Man nehme: Regionale Künstler, regionale Motive und einen örtlichen Drucker. Nach diesem "Rezept" entstehe der jährliche Kalender der Volksbank, sagte Gregor Scheller bei der Präsentation am Donnerstag. Wobei der Vorstandsvorsitzende der Volksbank Forchheim auf eine Besonderheit hinwies: Erstmals wurden an der Gestaltung des in fünftausendfacher Auflage erscheinenden (und bei der Druckerei Streit produzierten) Kalenders mehrere Künstler beteiligt: Unter ihnen auch die aus Forchheim stammenden Maler Harald Hubl und Kurt Neubauer. Mit von der Partie sind zudem der Künstler und Hochschullehrer Peter Thiele, die Künstlerin Gertrud Aumayr, die Malerin Tania Engelke sowie der Maler und Illustrator Volker Hahn.

Marketingleiterin Anna-Lena Wolff ist zwar geübt in der jährlichen Kunst, die Herstellung eines Kalenders zu koordinieren; doch um die Individualität von sechs Künstlern unter einen Hut zu bringen, musste sie
heuer das ein oder andere zusätzliche Koordinationsgespräch führen.

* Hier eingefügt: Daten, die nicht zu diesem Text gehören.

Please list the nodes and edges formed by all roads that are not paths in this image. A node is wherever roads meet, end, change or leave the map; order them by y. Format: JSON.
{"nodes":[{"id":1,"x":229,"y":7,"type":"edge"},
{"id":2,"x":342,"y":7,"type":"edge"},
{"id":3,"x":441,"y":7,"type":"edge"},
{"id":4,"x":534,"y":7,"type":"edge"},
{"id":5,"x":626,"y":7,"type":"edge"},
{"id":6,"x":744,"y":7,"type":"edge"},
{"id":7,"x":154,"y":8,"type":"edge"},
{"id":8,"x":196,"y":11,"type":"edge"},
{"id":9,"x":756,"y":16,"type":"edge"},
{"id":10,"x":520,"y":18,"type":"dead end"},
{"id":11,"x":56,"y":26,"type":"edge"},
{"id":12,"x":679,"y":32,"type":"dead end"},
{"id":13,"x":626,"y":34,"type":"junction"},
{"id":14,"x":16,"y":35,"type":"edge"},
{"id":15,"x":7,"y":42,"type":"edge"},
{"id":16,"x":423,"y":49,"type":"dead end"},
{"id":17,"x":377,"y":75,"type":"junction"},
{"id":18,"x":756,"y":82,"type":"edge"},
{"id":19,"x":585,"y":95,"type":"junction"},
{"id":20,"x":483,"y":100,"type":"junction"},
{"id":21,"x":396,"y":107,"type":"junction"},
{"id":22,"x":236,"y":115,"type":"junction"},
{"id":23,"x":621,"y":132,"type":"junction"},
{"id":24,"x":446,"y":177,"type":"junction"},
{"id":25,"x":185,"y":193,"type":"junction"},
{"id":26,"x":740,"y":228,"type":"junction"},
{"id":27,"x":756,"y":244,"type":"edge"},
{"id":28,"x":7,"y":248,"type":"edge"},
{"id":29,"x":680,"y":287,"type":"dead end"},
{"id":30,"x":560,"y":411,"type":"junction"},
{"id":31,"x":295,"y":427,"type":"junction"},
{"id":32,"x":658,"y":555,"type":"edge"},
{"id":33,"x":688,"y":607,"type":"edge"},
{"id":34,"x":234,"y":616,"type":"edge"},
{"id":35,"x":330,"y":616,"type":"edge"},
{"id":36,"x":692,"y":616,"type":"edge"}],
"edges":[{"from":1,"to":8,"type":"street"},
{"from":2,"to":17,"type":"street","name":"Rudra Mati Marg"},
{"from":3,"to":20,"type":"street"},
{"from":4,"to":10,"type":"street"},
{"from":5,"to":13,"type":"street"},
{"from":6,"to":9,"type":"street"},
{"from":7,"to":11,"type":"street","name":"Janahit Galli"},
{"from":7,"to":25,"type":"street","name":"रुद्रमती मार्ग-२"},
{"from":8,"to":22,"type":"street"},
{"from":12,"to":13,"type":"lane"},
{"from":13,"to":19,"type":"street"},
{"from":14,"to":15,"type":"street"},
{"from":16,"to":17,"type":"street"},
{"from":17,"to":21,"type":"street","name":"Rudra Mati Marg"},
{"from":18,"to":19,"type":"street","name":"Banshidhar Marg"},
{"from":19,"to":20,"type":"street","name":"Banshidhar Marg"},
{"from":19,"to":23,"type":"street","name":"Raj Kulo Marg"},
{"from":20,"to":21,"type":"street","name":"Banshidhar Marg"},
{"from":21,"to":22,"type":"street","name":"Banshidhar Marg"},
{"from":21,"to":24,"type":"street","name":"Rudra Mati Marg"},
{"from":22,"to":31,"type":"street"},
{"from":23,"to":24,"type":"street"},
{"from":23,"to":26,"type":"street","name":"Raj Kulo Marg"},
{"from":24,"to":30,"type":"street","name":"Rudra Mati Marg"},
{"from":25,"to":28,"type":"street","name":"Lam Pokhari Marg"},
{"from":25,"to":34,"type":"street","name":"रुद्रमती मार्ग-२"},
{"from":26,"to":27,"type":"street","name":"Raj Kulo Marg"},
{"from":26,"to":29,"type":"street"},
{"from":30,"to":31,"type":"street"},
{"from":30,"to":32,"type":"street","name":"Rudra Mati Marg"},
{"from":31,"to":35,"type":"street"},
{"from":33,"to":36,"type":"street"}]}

Unterstützt wurde sie von Volker Hahn: Der Nürnberger Maler sagte, er habe Gregor Scheller "schon lange mit dieser Idee bedrängt", mehrere Künstler in einem Kalender zu vereinen.

So einfach war das dann aber nicht, denn jeder der sechs regionalen Künstler brachte bestimmte Motive und Vorlieben mit. "Ich hab mich gleich auf die Winter-Bilder beschränkt, weil ich wusste, die will sowieso keiner haben", scherzte Volker Hahn bei der Präsentation.

Auch sei es gar nicht so leicht zu klären gewesen, wer denn nun das Walberla malen dürfte, denn dieses für die Region klassische Motiv hatte natürlich jeder der sechs Künstler im Hinterkopf. Zwei Walberla-Motive haben es schließlich in den Kalender geschafft: die verspielte Version von Peter Thiele und Gertrud Aumayrs Aquarell, das einen Bick auf den Berg von Kirchehrenbach aus zeigt.

Harald Hubl, dessen Forchheim- und Kellerwald-Bilder seit langem eine eingeschworene Fan-Gemeinde haben, blieb es vorbehalten, das Annafest und einen Blick auf Forchheim auf den Juli- und Oktober-Kalender-Blättern festzuhalten.


Überraschende Kuhaugen

Verspielter Humor ist in den Geschichten erzählenden Bildern von Peter Thiele zu entdecken - und von bewegender Genauigkeit sind die in Acryl auf Baumwolle gemalten Landschaftsstudien Kurt Neubauers: Die Kuh, die er vor der Pretzfelder Kirche in Szene gesetzt hat, wirkt auf den ersten Blick leicht surreal. Doch beteuert Kurt Neubauer, dass er dieses "für die Fränkische Schweiz untypische Motiv" tatsächlich bei einer Wanderung bei Pretzfeld entdeckte habe. "Insofern handelt es sich hier nicht um künstlerische Freiheit."

Exakte Beobachtungsgabe spricht auch aus den Bildern von Tania Engelke: Ihre Schlüsselblume auf dem März-, und die Kirschblüte auf dem Juni-Kalenderblatt fallen zwar insofern aus dem Rahmen, als die Motive nicht in eine Landschaft eingebunden sind und daher der unmittelbare Wiedererkennungswert fehlt, der den großen Reiz dieses Kalender ausmacht. Dennoch passen die Bilder gut in das Konzept; denn wie Kurt Neubauer über die Engelke-Bilder sagte: Die Schlüsselblume sei die wohl typischste Blume der Fränkischen Schweiz - und die Kirschblüte sei hier ohnehin nicht wegzudenken.

Der Spagat zwischen "Kunst und Gefallen" müsse bei der Kalender-Gestaltung jedes Jahr aufs Neue gewagt werden, sagte Gregor Scheller. Im digitalen Zeitalter käme das Problem hinzu, dass manche einen Wand-Kalender für überflüssig halten mögen. Doch in jedem Falle bleibe der Kalender eine "wichtige Plattform für die Künstler", betonte der Vorstandsvorsitzende der Volksbank.